The European Union is ready to extend Brexit's post-divorce transition period by a year to allow more time to find a trade deal, diplomats said Wednesday ahead of a difficult summit.
Prime Minister Theresa May is due in Brussels later in the day to address the other 27 EU leaders on the stalled negotiations towards a divorce deal to bring Britain out of the Union.
Talks are at an impasse over the issue of a legal backstop to keep the border between Northern Ireland and the Irish Republic open after the UK leaves the bloc on March 29 -- but EU negotiator Michel Barnier has an idea.
According to two European diplomats, Barnier is ready to add a year to the 21-month post Brexit transition period -- taking it to the end of 2021 -- to provide more space to strike a trade deal.
This offer would not in itself resolve the back-stop issue, which must be settled in the Brexit treaty that must be ratified before March to avoid a damaging "no deal" scenario.

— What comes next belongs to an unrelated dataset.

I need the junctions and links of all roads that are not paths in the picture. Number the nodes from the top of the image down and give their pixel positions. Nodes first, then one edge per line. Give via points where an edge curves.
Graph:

But the extension would grant more time to agree a new EU-UK trade relationship and avoid the need for separate plans for Northern Ireland, which London staunchly opposes.
The diplomats said that Barnier had revealed his offer to EU ministers at a meeting in Luxembourg on Wednesday.

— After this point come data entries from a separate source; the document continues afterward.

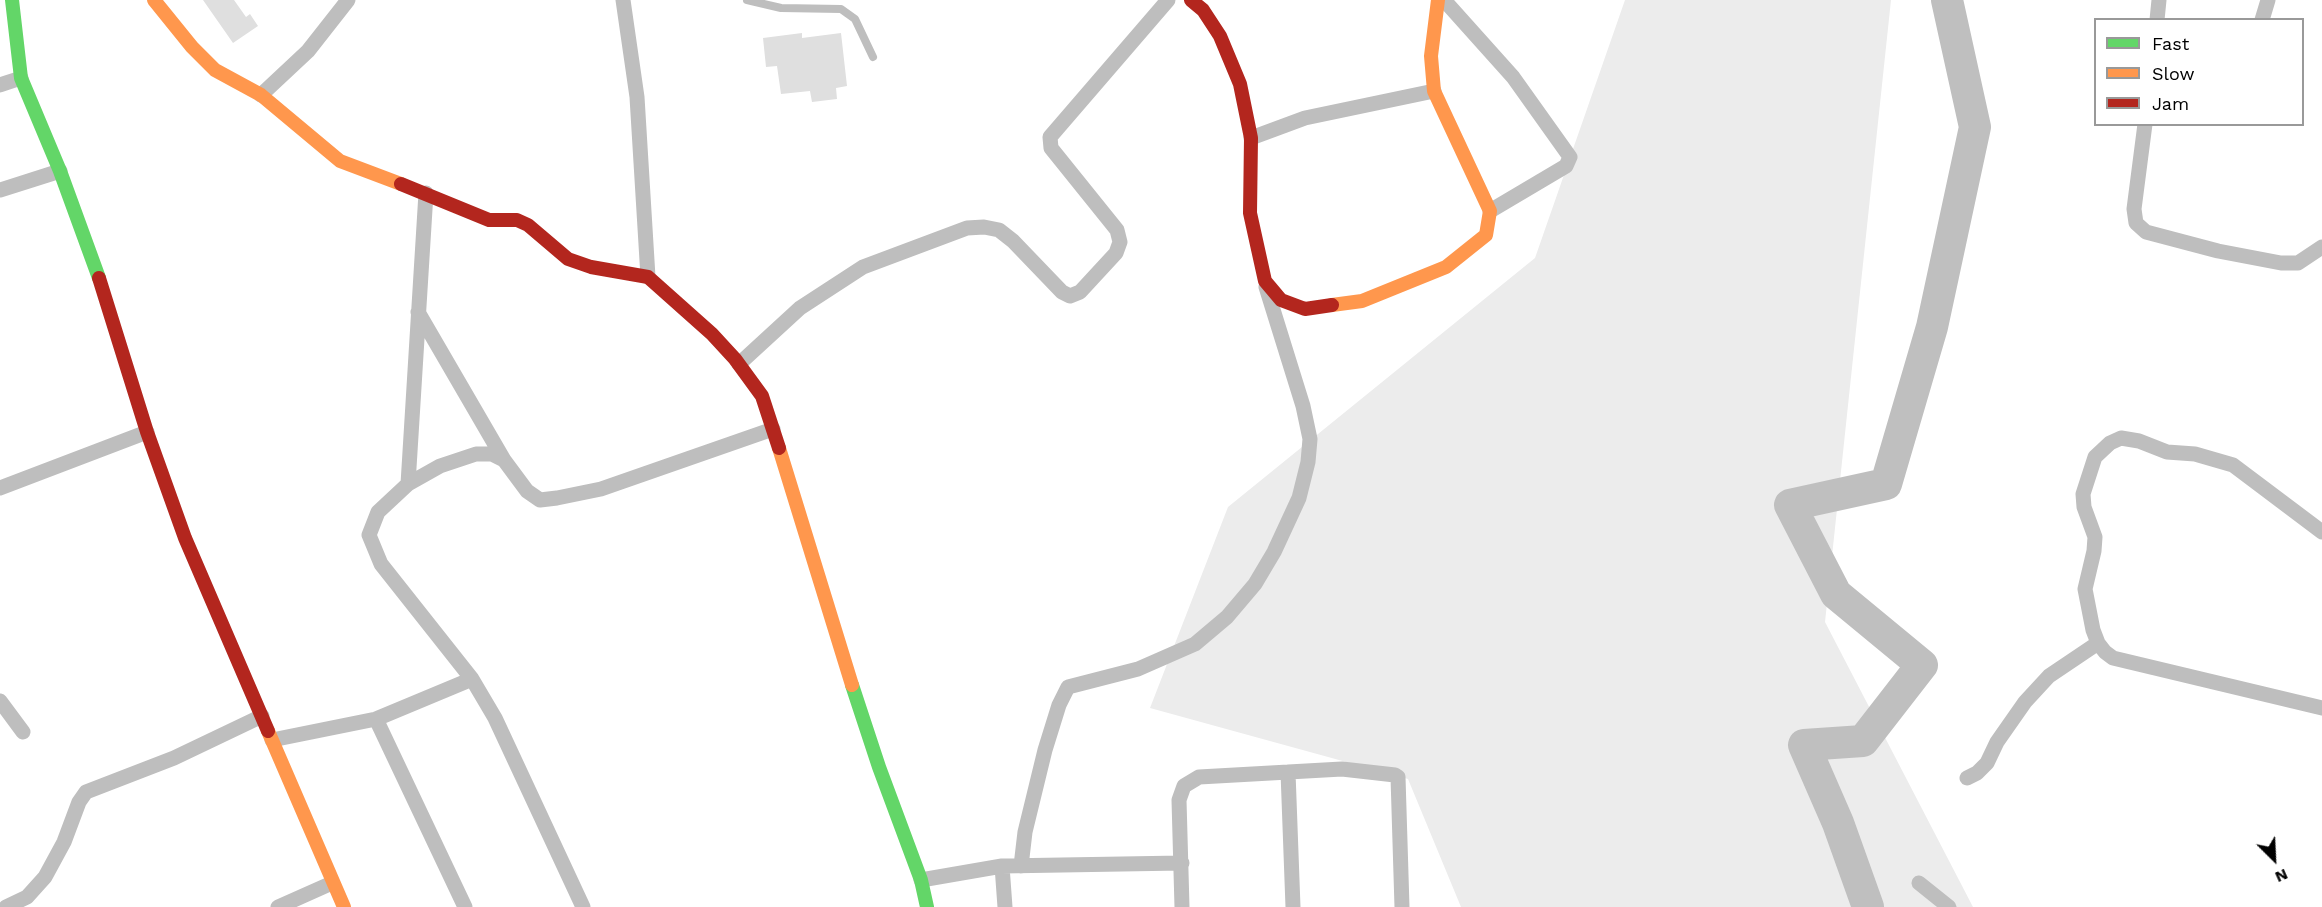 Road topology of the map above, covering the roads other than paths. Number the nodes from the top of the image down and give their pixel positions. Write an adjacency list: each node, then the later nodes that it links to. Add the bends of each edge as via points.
1 (12, 0): 15 (street)
2 (154, 0): 18 (street, via 215,70)
3 (348, 0): 18 (street, via 308,51)
4 (623, 0): 26 (street, via 638,97)
5 (747, 0): 14 (lane, via 781,8 841,9 855,19)
6 (1168, 0): 29 (street, via 1050,137 1051,148 1117,230 1120,242 1116,253 1080,292 1070,296 1062,292 999,230 967,228 863,267 800,308)
7 (1191, 0): 20 (street, via 1203,10 1220,36 1240,84)
8 (1438, 0): 17 (street, via 1431,56)
9 (1444, 0): 24 (street, via 1513,77 1570,157 1566,166)
10 (2159, 0): 12 (street)
11 (2268, 0): 13 (street)
12 (2157, 18)
13 (2263, 18)
14 (873, 57)
15 (21, 78): 16 (street); 21 (street)
16 (0, 85)
17 (1434, 91): 20 (street, via 1305,118); 24 (street)
18 (261, 95): 23 (street, via 340,160)
19 (2145, 126): 25 (street, via 2134,209 2136,223 2146,232 2281,263 2298,263)
20 (1251, 138): 27 (street, via 1250,213)
21 (60, 171): 22 (street); 31 (street, via 106,298)
22 (0, 190)
23 (426, 193): 26 (street, via 489,220 517,220 528,225 568,259); 28 (street)
24 (1490, 211): 27 (street, via 1486,235 1446,267 1362,301 1305,309 1281,300)
25 (2318, 256)
26 (648, 277): 29 (street, via 712,334)
27 (1265, 281): 48 (street, via 1310,439 1299,498 1275,552 1255,584 1227,617 1195,644 1137,669 1068,687 1045,750)
28 (418, 312): 32 (street); 33 (street)
29 (739, 364): 30 (street, via 762,396)
30 (773, 429): 32 (street, via 601,489 540,500); 49 (street, via 828,613)
31 (147, 432): 34 (street); 40 (street, via 185,538)
32 (504, 460): 33 (street, via 492,454 476,454 440,466)
33 (408, 484): 37 (street, via 378,512 369,535 381,564)
34 (0, 488)
35 (2322, 532): 36 (street, via 2233,465 2195,454 2167,452 2139,441 2121,438 2110,443 2095,457 2083,494 2095,537 2085,589)
36 (2098, 643): 39 (street, via 2113,658); 45 (street, via 2049,676 2025,702 1987,763)
37 (472, 679): 41 (street); 57 (street, via 500,728)
38 (0, 701): 42 (street)
39 (2322, 708)
40 (262, 716): 43 (street); 52 (street, via 174,758 86,792 64,842)
41 (376, 719): 43 (street); 56 (street)
42 (22, 732)
43 (272, 740): 50 (street)
44 (1288, 772): 46 (street, via 1199,777 1184,786 1179,800); 61 (street); 62 (street, via 1342,770 1398,777)
45 (1967, 778)
46 (1182, 863): 48 (street); 60 (street)
47 (1002, 866): 48 (street); 49 (street); 59 (street)
48 (1021, 866)
49 (921, 880): 58 (street)
50 (332, 883): 54 (street); 55 (street)
51 (1919, 883): 63 (street)
52 (29, 902): 53 (street)
53 (6, 907)
54 (278, 907)
55 (344, 907)
56 (465, 907)
57 (584, 907)
58 (927, 907)
59 (1005, 907)
60 (1182, 907)
61 (1293, 907)
62 (1402, 907)
63 (1949, 907)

With the offer on the table, Europe is seeking to put pressure on May to come to Brussels with ideas of her own.
"I am going to ask Prime Minister May whether she has concrete proposals on how to break the impasse," EU President Donald Tusk declared.
But May, hemmed in by opponents in her own party and even in her own cabinet, has no such proposals.
The choreography of Wednesday's summit opening emphasises British isolation.
May will meet one-on-one with Tusk at 5:45 pm (1545 GMT) before briefing her 27 European colleagues, but then the rest of the EU leaders will leave to discuss Brexit over dinner without her.
Tusk has made it clear that if May and Barnier do not offer signs of concrete progress towards a draft deal he will not call a November summit to sign it.
Instead, the matter could either be pushed back to December or -- more dramatically -- the EU could use the November weekend to meet on preparations for a "no-deal" Brexit.
Previously, both sides had agreed that Britain crashing out of the Union on March 29 next year with neither a divorce agreement nor a road-map to future ties would be an economic and diplomatic disaster.
But, after Britain's refusal to accept an indefinite legal "backstop" to prevent the return of a hard border between Northern Ireland and the Irish Republic, doubts are mounting.
"I think we are quite close to a no-deal," warned Konrad Szymanski, the Polish minister for European Affairs, after a pre-summit meeting with his European counterparts in Luxembourg.
Back in Brussels, a stern Tusk said he had "no grounds for optimism" based on a report Tuesday from Barnier and May's appearance in parliament on Monday.
The main disagreement between London and Brussels is over how to keep the Irish border open after Brexit, but May is also fighting with her own MPs, who must ultimately approve the final divorce deal.